It’s so easy to live on your own in London; you just walk down your street or take the bus or the tube and you are surrounded with people. When lost in the crowd no one notices your outfits, uncombed grey hair or large thighs. Or the depressive state of your mind and the burden of unwanted memories. You are just part of an amorphous couldn’t-give-a-toss mass. As the time goes by the amount of people you knew, or at least people you could tolerate and spend some time with halves, then halves again and again. Colleagues you were kind of getting on with and started calling friends leave with bland promises of staying in touch, meeting at regular intervals and going together to exhibitions and theatres. But - then they move to a cottage in a remote part of Devon or Scotland as they are sick of London’s air and prices, meet locals, start baking cakes for community events and you never see or hear from them again. Often it simply gets too difficult to organise an outing with an acquaintance and you quickly realise that everything is so much easier on your own; no one turns up late and you don’t get upset because of someone’s lack of punctuality, or because they cancel the evening due to a virus or you cannot agree on the restaurant… It was just incomparably easier.
Loneliness is nesting in every corner of Nando’s place. It probably lives at my own address as well but as I’m immersed in it, I can’t see it.
André reads through Nando’s instructions again and starts moving piles of books from the floor close to the toilet.

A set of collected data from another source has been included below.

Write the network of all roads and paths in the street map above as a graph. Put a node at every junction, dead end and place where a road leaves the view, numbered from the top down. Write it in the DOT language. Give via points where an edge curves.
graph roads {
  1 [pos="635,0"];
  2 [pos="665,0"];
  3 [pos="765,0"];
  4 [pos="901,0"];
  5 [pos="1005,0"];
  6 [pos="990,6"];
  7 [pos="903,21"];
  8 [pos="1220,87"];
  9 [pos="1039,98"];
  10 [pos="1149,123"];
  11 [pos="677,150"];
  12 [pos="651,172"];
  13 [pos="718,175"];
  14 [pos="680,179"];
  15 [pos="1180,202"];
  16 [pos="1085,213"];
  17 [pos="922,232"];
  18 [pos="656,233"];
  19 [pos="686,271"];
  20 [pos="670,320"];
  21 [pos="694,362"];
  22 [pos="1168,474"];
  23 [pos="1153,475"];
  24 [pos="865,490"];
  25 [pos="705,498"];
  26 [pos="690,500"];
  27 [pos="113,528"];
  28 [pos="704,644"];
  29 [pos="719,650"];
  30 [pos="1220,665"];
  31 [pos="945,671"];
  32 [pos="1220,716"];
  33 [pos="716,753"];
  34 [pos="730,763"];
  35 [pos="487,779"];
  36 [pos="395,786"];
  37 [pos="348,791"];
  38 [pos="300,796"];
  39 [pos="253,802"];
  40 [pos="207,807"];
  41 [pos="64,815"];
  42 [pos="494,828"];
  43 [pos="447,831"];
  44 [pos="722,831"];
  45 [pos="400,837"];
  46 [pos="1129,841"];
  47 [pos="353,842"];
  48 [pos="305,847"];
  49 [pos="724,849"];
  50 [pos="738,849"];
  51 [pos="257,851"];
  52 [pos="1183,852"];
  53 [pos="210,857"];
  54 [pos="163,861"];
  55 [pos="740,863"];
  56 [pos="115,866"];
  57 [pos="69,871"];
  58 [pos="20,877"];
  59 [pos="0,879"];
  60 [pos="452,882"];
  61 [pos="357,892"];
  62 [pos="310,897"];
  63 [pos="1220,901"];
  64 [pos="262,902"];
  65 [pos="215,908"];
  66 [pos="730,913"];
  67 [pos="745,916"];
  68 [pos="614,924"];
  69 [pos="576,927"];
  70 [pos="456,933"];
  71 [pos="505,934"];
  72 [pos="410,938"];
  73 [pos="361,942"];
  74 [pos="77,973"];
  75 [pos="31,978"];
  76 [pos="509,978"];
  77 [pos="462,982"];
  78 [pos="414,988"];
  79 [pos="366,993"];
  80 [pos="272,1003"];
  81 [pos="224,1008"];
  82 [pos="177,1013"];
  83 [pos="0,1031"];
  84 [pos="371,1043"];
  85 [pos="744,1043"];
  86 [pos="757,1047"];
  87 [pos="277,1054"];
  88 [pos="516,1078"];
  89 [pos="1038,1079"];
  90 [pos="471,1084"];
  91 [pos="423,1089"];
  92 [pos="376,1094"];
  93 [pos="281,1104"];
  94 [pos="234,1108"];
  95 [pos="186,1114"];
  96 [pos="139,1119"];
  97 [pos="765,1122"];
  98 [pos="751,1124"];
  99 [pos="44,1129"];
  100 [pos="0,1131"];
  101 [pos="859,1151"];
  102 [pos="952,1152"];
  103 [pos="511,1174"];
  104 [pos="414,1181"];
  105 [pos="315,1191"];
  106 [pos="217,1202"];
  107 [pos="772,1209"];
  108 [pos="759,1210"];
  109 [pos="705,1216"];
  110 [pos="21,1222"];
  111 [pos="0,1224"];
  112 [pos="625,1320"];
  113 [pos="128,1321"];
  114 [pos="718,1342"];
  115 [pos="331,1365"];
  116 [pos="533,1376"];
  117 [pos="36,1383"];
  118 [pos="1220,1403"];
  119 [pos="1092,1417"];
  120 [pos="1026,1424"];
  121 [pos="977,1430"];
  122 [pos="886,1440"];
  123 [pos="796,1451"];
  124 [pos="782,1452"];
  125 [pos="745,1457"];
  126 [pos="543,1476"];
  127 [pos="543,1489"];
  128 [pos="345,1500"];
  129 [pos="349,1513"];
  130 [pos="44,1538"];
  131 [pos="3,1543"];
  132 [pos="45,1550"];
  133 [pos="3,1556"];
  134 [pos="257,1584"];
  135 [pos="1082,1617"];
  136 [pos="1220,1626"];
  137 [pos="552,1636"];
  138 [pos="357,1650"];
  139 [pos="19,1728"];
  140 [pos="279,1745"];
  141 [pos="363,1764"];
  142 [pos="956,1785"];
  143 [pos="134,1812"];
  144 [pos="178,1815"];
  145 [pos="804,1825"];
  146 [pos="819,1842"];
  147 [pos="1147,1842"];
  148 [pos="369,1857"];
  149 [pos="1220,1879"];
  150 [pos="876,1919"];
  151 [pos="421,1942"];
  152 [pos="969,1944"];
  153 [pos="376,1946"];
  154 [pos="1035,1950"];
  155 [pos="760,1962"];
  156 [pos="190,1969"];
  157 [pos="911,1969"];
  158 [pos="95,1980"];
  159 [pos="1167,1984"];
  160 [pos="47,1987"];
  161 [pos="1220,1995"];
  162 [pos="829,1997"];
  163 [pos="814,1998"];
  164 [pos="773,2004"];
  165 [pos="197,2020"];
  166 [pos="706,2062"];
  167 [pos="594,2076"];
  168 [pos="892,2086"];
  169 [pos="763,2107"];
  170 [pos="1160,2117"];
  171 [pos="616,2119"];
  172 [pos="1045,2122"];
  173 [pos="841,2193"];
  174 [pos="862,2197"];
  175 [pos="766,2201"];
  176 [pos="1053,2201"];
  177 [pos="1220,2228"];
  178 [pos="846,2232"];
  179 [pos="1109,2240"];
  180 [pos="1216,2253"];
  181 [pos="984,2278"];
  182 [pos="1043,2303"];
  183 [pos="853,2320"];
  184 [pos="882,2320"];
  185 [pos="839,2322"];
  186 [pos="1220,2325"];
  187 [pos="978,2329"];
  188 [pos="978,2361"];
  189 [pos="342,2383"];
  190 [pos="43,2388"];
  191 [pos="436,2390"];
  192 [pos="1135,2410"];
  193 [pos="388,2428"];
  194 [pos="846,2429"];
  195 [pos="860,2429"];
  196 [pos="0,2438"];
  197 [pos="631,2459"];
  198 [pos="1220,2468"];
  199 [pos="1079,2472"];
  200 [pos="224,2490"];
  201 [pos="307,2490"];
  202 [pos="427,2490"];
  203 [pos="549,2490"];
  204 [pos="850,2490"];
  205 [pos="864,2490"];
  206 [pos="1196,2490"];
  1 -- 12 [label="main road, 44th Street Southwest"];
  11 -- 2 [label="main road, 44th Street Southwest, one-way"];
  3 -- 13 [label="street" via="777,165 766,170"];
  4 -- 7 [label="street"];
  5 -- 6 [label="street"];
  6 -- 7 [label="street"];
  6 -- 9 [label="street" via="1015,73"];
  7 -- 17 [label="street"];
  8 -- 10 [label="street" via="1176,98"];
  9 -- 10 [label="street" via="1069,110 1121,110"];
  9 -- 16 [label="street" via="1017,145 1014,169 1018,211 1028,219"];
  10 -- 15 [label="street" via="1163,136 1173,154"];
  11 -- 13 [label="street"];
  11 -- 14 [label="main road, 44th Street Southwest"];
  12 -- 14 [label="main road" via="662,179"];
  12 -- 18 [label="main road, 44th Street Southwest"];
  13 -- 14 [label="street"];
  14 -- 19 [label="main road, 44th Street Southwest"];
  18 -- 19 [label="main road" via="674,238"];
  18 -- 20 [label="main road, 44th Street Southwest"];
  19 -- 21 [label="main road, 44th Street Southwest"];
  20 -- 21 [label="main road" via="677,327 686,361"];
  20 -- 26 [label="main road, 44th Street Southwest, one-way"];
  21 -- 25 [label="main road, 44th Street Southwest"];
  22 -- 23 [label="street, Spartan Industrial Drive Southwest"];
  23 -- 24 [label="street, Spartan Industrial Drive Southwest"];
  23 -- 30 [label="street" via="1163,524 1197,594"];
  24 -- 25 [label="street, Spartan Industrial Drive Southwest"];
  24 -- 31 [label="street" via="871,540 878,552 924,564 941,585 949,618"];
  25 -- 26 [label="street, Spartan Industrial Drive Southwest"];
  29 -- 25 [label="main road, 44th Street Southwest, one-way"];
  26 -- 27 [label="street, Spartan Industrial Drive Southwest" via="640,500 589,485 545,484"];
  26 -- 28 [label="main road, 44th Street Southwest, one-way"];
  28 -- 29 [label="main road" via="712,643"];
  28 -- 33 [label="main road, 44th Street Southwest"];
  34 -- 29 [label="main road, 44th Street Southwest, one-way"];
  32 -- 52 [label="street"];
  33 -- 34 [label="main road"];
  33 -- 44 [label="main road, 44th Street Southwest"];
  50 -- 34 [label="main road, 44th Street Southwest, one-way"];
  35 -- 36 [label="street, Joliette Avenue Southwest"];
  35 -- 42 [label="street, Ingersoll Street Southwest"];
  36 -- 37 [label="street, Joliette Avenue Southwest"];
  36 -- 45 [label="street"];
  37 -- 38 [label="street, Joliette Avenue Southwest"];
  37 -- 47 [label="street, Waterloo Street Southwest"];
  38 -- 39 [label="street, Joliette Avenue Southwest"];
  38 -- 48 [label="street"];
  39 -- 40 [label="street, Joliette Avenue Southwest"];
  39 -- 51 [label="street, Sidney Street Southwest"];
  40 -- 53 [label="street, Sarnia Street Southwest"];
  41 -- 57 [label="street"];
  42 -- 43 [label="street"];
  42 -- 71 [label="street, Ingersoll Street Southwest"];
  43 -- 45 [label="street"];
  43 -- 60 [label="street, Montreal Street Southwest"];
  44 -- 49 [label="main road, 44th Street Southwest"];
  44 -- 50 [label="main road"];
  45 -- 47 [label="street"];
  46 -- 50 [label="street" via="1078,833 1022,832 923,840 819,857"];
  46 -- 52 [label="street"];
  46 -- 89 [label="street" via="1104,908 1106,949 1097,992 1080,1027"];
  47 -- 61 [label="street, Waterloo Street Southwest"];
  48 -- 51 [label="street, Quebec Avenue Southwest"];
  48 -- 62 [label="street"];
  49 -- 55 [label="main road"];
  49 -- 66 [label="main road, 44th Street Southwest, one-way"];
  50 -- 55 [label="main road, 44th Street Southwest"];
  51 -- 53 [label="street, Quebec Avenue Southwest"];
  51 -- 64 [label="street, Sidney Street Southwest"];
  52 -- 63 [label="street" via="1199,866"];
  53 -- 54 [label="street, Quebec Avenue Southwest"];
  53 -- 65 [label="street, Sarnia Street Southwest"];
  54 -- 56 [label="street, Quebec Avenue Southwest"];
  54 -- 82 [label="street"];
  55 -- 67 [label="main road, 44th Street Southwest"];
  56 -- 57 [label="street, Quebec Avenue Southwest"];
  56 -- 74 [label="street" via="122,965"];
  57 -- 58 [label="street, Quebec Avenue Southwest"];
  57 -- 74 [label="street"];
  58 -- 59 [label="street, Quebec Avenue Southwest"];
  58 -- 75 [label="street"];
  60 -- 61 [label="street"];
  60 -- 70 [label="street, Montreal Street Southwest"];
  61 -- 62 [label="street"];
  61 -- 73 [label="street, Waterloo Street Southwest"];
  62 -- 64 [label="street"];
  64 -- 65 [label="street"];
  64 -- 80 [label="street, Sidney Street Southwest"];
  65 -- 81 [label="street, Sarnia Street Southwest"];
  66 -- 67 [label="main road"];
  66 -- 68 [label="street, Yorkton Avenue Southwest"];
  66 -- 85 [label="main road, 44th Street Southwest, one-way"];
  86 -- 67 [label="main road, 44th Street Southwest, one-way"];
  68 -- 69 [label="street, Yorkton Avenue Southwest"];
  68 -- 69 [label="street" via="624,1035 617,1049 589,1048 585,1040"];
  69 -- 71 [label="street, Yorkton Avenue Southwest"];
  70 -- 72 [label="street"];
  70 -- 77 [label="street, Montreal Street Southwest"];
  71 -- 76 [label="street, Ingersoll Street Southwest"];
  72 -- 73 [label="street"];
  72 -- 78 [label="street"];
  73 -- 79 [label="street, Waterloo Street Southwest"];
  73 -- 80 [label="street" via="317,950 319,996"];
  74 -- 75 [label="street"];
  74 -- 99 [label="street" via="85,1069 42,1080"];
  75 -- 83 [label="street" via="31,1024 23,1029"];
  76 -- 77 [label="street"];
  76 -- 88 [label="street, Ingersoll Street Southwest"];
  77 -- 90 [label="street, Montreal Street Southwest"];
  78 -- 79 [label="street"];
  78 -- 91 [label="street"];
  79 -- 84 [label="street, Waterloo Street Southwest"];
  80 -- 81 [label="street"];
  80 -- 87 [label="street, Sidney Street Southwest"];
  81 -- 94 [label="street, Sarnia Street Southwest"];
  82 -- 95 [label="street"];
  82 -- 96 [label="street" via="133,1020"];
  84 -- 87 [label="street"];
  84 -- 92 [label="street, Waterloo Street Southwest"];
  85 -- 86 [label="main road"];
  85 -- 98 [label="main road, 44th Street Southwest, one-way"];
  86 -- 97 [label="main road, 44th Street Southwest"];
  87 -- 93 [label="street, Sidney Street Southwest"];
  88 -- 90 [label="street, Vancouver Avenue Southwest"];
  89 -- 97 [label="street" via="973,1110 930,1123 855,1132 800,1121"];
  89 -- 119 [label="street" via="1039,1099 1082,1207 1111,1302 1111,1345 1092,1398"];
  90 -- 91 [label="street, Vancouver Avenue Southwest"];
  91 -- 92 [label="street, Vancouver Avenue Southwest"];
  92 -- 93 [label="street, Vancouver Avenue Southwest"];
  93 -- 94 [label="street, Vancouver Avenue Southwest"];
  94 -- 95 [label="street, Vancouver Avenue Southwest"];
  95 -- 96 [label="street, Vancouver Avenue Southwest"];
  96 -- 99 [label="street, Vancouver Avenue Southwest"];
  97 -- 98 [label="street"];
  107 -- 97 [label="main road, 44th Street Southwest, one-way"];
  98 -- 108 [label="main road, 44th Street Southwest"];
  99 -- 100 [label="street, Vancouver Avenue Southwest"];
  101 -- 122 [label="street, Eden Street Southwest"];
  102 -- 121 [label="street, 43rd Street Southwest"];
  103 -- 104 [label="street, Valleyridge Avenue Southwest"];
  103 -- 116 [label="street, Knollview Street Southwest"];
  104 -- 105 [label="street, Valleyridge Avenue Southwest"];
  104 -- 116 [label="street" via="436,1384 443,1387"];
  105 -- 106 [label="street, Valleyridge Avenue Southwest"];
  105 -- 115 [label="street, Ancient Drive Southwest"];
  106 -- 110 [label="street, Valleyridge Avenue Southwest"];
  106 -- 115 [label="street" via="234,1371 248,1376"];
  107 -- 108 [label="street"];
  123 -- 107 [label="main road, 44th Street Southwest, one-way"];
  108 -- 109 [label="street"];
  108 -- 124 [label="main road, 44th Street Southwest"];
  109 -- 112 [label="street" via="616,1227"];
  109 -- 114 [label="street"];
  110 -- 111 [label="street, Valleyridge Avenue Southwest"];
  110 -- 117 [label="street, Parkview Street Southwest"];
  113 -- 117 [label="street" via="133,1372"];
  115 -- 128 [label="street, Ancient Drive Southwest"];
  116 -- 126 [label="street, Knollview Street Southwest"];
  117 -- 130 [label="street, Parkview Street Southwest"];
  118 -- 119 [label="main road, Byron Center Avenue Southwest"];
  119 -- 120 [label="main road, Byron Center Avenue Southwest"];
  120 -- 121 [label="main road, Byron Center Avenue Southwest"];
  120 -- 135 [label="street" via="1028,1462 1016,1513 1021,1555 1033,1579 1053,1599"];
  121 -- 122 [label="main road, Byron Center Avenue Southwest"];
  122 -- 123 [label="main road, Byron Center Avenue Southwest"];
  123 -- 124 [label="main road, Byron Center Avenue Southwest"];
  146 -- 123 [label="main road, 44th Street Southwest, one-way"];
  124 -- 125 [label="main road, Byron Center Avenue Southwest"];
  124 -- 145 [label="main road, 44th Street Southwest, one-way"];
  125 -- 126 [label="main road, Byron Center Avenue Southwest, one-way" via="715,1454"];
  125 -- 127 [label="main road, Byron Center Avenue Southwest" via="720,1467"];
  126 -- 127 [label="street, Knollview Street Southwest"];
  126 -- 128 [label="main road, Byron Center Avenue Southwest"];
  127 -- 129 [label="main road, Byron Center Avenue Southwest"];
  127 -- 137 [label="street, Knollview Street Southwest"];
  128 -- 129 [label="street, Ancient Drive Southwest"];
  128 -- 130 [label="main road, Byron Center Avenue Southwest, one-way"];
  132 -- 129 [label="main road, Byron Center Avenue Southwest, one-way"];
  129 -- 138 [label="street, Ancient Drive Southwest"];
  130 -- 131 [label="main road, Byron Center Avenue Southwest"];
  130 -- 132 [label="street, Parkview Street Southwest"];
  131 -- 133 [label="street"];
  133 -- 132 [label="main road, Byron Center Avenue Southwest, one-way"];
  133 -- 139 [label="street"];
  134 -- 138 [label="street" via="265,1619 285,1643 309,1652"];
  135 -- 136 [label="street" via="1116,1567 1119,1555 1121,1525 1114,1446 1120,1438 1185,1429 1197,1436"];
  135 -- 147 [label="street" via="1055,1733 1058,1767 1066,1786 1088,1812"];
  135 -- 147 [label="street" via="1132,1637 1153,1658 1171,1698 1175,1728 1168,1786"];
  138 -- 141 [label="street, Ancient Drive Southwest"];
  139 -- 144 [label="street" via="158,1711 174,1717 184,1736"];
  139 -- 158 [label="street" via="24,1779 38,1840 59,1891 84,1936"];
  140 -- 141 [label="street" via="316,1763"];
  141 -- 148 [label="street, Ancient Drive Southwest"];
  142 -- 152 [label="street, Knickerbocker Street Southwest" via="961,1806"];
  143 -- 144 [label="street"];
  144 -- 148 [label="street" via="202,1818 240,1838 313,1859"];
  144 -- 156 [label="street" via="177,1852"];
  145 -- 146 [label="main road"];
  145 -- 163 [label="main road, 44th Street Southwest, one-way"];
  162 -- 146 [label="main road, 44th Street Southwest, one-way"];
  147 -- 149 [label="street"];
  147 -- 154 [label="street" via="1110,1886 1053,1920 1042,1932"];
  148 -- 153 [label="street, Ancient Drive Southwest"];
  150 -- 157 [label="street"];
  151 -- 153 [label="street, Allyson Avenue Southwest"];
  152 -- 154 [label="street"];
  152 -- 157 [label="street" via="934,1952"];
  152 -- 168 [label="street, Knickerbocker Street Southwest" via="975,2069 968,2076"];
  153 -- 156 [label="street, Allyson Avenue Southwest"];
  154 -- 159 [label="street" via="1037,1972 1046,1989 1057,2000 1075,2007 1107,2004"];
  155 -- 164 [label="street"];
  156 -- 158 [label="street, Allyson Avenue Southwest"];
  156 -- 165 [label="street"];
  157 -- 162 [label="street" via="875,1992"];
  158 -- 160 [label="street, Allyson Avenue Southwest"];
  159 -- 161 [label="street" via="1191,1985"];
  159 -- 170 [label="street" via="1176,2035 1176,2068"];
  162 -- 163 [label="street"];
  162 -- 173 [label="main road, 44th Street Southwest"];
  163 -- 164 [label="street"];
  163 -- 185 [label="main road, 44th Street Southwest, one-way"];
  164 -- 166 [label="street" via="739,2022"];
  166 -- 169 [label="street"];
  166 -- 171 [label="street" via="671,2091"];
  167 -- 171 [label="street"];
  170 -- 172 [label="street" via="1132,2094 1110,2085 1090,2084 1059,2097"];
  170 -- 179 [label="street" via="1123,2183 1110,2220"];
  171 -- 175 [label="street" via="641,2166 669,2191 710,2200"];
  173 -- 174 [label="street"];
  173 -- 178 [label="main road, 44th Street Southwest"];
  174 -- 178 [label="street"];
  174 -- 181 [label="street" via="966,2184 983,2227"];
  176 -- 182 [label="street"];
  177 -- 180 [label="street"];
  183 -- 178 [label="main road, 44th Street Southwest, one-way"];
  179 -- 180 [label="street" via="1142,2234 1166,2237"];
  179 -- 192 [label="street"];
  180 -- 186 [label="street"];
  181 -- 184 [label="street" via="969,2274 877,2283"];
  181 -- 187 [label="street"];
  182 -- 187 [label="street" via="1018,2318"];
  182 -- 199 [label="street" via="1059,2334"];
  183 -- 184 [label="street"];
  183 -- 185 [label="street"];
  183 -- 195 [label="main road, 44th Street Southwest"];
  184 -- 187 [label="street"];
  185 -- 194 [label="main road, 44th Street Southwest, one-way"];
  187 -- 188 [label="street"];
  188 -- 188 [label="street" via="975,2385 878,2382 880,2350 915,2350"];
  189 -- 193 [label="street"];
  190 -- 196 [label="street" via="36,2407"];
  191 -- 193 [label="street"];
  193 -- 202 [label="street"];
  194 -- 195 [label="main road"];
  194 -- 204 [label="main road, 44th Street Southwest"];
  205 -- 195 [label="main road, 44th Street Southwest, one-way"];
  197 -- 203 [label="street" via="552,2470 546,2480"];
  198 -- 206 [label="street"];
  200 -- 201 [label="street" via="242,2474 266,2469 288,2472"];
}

“Look at this!” He yells showing me books written by Luis Fernando De Santana. “That’s him, isn’t it? It looks like he is a famous writer, or at least he used to be!” I look at discoloured covers of “Madalena”, “Beatriz” and “Véspera de Natal” and can’t quite believe it. On various occasions he told me that he was a published author in his country, but still. He admitted that he loved listening to people’s life stories and everyday situations as they gave him inspiration for his plots, but still.
“Do you think I could take them?”
“Of course you can… If we don’t find a relative – we might have to get rid of all these books and you taking them it’s a much better option… Well, at least some of them as there are so many books here…”
With a simple movement Andre drops the books written by Nando in his rucksack and then returns to the treasure hunt; he peels off a corner of the carpet, knocks on a wooden board and shouts:
“Here we go… I think the money is under here!”
“Oh God…that sounds so wrong, doesn’t it?”
“No – it does not! You shouldn’t feel bad about it. He thought it all through…”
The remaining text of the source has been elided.